Unsurprisingly, the replies focus heavily on the lack of response to the disc decision. Even with the relatively quick rollout, the fight stick post has already drawn hundreds of thousands of views, and the reply thread is moving fast—filled with criticism that isn’t exactly unexpected. One example in the comments calls for Sony to “address” the issue, while another labels the situation “spineless corpo” and argues the fight stick team has effectively become a target for the broader anger.
Other responses are blunt: some simply demand “Give us physical discs,” while another reply reacts with frustration in all caps—“THEY TWEETED!!! GET EM”—pointing to the perceived mismatch between the company’s silence on discs and its decision to advertise a new accessory.
Why Sony may not change course
While players are angry, the expectation from analysts is that Sony won’t pivot. Even with the backlash, the decision appears to be holding, and the initial announcement reportedly came with a boost for Sony’s share price. That reaction suggests the market believes the move will improve profitability, at least in theory.
One games analyst, Robin Zhu of Bernstein, argued that physical-media fans had an opportunity to influence the outcome but didn’t buy enough discs to alter the digital-to-physical ratio that supports the strategy. Zhu’s point was that if players and preservation-minded buyers had purchased more physical releases, Sony would have had less reason to justify shifting toward digital sales performance.

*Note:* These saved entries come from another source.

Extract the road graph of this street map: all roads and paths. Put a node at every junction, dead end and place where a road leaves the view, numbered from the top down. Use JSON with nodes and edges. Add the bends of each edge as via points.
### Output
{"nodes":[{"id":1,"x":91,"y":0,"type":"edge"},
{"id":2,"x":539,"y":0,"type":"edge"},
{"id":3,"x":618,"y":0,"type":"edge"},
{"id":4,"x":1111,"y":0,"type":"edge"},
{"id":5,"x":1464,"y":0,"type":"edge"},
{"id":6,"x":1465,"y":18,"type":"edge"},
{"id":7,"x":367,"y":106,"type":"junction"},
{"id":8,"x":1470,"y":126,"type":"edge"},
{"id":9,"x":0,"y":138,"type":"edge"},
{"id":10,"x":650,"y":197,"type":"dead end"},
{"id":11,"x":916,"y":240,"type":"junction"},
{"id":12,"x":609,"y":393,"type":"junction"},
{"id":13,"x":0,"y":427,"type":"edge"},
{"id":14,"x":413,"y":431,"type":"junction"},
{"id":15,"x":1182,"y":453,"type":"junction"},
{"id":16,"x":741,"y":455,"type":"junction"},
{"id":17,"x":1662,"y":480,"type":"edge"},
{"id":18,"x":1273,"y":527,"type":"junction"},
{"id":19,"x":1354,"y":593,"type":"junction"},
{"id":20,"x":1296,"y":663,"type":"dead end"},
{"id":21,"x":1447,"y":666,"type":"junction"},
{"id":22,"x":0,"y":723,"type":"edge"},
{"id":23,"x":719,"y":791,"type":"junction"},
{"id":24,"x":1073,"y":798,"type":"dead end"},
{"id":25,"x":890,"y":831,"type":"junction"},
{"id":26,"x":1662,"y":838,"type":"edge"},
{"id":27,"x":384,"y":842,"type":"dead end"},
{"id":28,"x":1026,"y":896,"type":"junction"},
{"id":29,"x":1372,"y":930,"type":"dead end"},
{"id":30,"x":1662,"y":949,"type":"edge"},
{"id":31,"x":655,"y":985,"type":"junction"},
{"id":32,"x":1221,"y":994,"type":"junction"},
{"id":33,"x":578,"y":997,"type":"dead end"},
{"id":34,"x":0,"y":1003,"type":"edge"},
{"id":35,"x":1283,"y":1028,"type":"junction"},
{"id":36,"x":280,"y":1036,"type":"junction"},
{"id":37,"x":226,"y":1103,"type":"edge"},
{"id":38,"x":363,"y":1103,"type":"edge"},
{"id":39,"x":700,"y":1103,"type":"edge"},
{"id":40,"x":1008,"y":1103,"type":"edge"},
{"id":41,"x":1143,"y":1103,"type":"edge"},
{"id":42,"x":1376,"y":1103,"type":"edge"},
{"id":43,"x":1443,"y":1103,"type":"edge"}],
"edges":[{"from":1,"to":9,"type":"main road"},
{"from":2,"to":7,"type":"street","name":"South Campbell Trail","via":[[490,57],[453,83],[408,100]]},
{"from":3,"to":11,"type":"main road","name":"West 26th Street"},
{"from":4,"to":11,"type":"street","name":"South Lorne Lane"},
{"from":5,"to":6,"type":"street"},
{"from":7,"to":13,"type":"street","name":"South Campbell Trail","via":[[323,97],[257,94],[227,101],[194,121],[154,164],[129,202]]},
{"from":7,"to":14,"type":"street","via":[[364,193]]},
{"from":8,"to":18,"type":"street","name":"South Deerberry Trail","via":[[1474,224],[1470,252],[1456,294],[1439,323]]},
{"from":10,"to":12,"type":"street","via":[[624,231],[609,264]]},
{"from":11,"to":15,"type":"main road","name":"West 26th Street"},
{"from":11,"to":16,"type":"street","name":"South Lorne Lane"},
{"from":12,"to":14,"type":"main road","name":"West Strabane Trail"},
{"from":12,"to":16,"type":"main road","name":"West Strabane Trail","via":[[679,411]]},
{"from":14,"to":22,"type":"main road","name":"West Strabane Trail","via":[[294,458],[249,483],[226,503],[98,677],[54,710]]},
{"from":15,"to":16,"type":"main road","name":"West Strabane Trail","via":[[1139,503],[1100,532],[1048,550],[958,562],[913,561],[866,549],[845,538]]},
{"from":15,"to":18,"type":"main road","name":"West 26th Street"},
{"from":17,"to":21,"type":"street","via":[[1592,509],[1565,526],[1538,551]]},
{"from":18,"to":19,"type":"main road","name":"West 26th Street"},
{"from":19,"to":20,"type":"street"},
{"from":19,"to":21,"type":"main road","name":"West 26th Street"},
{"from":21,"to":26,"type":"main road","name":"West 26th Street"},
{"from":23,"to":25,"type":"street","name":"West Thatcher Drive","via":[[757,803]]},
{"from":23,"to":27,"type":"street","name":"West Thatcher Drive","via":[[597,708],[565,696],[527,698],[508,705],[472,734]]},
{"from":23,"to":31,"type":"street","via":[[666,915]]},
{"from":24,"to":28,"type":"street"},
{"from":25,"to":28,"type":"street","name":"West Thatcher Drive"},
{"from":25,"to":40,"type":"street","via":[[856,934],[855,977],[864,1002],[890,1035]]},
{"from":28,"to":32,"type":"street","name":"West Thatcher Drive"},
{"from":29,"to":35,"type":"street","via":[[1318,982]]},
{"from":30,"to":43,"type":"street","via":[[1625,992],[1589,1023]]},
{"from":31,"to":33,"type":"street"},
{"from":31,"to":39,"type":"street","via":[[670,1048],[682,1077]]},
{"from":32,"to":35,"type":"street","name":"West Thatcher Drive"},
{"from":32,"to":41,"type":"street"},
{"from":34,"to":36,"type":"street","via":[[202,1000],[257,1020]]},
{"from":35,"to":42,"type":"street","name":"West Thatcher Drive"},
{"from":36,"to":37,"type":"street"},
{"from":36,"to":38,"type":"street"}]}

The financial logic behind the plan is also tied to margins: digital sales are described as carrying essentially full incremental margin, while physical copies involve additional costs such as packaging, shipping, and retailer margins—which can exceed 20% of the sticker price.
For PlayStation going forward, that creates a new communication problem: every announcement risks getting drowned out by renewed complaints about physical media. There’s also a sense that PlayStation is “ripping off the Band-Aid” here, because the backlash would likely have followed any follow-up tweet, regardless of what product it promoted. The difference, though, is that discussions about disc changes likely won’t fade the way product promotion chatter can.